The Malaysian government issued a progress report on the continued mystery surrounding the plane, as relatives marked the second anniversary of the the day their loved ones went missing without a trace.

The report includes a transcript, according to the Daily Mail, of the conversation between the Vietnamese air traffic control supervisor and his equivalent in Kuala Lumpur, establishing that the last position the plane was known to have been in was over the South China Sea.

The Vietnamese air traffic controller in Ho Chi Minh City admits his station does not have “the contact I [have] just seen on the radar [for] three five zero".

The air traffic controller in Kuala Lumpur responds by asking: “The aircraft disappear from the screen so you you you try to contact through relay by another aircraft?”

The controller in Ho Chi Minh City replies: “Yeah, yeah, sure, all frequencies we have and and all aircraft but no response.”
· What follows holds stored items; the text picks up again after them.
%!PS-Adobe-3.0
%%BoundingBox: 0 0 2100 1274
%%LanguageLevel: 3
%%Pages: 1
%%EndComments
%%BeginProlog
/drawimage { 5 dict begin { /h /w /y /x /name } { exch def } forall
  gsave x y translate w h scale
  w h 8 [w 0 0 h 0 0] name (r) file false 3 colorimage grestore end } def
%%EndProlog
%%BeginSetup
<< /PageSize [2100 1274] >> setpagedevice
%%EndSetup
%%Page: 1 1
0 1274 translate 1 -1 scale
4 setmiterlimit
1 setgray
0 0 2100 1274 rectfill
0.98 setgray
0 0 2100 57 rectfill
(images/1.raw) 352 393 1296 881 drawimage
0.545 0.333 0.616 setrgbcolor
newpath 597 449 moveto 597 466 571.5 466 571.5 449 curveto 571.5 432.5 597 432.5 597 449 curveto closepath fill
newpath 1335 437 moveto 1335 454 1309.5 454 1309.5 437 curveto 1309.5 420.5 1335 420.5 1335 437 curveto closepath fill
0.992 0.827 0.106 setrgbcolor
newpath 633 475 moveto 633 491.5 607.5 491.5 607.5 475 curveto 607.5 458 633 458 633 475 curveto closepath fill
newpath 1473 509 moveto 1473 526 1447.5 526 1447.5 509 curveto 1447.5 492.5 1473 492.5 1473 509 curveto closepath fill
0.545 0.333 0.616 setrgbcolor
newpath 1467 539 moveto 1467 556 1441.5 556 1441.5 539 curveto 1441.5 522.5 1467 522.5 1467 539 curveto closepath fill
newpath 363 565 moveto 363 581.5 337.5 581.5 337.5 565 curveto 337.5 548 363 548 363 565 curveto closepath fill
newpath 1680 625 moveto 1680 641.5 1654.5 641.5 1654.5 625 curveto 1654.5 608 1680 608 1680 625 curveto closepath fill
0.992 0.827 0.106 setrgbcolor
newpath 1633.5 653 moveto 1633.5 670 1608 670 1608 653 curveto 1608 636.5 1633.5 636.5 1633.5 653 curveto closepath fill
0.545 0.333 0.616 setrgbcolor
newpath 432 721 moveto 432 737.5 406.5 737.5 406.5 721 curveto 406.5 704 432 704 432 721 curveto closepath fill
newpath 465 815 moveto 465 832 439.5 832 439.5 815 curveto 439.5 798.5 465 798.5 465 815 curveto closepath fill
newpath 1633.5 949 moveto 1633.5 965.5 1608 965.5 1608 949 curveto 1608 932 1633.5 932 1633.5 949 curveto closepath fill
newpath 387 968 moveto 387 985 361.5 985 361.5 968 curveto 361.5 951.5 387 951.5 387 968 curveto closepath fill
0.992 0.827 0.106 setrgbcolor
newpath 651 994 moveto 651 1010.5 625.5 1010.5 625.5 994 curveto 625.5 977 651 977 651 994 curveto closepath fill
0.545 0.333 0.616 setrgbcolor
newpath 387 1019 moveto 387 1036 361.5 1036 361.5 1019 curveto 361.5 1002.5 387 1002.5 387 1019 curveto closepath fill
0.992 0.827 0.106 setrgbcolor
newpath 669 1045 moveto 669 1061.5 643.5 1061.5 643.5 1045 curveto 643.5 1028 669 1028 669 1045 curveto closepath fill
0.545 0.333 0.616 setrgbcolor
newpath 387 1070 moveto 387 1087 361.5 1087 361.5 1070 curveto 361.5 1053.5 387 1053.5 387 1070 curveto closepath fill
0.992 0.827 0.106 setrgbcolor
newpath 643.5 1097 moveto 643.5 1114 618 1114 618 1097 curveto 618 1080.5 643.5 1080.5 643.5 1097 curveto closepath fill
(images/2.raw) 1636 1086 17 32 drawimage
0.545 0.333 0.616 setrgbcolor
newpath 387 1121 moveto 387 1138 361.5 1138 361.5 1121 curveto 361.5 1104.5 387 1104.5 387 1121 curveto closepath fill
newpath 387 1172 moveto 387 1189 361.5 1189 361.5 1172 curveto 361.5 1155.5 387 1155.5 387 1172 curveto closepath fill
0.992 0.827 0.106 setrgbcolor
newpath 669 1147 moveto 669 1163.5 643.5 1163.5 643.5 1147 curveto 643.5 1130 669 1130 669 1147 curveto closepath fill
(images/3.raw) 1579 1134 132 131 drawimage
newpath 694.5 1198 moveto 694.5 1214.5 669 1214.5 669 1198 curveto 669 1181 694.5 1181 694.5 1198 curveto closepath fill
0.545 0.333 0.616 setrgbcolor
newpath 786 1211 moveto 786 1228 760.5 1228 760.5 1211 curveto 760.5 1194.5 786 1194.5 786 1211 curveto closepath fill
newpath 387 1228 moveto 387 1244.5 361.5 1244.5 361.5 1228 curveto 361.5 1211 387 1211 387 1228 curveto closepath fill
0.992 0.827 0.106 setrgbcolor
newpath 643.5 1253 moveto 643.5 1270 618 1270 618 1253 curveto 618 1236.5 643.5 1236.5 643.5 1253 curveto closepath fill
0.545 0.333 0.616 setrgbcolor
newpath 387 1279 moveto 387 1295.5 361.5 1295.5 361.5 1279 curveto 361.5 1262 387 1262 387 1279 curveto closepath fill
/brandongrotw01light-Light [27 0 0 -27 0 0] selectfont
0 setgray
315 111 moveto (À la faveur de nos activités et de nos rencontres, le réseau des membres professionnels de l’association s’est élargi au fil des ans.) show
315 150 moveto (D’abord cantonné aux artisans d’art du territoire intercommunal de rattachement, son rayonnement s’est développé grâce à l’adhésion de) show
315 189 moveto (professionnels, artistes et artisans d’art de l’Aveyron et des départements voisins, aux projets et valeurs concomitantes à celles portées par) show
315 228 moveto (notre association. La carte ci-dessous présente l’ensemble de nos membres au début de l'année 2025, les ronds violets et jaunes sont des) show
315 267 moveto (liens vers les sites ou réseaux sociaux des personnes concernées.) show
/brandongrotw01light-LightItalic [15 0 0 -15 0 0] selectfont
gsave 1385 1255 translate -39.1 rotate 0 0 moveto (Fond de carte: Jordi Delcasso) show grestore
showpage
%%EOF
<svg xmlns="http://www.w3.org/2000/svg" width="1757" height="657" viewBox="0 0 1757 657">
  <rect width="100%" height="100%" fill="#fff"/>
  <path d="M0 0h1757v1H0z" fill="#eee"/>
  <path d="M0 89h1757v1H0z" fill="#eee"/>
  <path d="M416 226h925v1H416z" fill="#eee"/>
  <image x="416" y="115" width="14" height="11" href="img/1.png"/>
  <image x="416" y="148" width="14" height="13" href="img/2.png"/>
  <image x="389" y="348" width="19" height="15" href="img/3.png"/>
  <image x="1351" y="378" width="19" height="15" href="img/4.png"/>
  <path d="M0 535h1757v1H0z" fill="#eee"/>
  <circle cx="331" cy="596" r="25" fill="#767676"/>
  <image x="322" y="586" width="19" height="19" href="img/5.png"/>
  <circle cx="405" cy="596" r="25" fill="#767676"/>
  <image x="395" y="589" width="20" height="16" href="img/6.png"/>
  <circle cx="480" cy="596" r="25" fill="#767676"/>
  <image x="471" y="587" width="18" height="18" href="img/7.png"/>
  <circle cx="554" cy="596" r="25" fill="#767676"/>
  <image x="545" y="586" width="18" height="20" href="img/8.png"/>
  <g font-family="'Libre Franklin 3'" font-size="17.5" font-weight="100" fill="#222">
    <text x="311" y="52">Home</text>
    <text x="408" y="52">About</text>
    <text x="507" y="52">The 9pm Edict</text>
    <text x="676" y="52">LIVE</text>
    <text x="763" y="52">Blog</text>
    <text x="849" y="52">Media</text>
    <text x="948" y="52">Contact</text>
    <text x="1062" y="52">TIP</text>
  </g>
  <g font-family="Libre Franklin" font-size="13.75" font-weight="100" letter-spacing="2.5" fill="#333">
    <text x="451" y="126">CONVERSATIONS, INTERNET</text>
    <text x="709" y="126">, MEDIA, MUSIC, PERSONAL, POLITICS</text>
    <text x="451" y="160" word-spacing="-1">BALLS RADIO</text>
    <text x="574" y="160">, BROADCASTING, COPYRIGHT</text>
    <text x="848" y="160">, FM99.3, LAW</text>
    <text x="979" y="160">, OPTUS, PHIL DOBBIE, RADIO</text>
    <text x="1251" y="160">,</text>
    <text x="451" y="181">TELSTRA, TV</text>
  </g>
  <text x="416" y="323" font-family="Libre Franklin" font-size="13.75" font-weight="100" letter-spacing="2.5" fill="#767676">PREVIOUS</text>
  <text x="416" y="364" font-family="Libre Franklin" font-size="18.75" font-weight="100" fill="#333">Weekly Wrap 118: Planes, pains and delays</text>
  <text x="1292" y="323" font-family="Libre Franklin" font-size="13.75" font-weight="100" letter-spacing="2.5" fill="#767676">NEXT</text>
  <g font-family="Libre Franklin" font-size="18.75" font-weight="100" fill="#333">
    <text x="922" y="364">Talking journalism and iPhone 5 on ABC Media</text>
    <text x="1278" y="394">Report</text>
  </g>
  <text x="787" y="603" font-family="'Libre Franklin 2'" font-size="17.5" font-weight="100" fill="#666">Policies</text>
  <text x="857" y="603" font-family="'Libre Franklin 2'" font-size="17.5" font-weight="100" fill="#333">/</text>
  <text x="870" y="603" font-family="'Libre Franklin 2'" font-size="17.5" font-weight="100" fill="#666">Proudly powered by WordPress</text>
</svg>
The search for the missing plane across the Southern Indian Ocean will have covered 120,000 sq km by the time it comes to an end in June this year, though the families of those who disappeared on the flight have requested the search be extended until the aircraft is found.

It comes after a second piece of debris believed to be from the aircraft was found on Reunion Island off Madagascar, by the same man who found a flaperon belonging to the plane a year previously on almost the exact same spot.

The piece, which has been sent for examination, was discovered days after an American woman found a metre-long white chunk of metal that could also have been part of the plane in Mozambique, which also has a coastline on the Indian Ocean.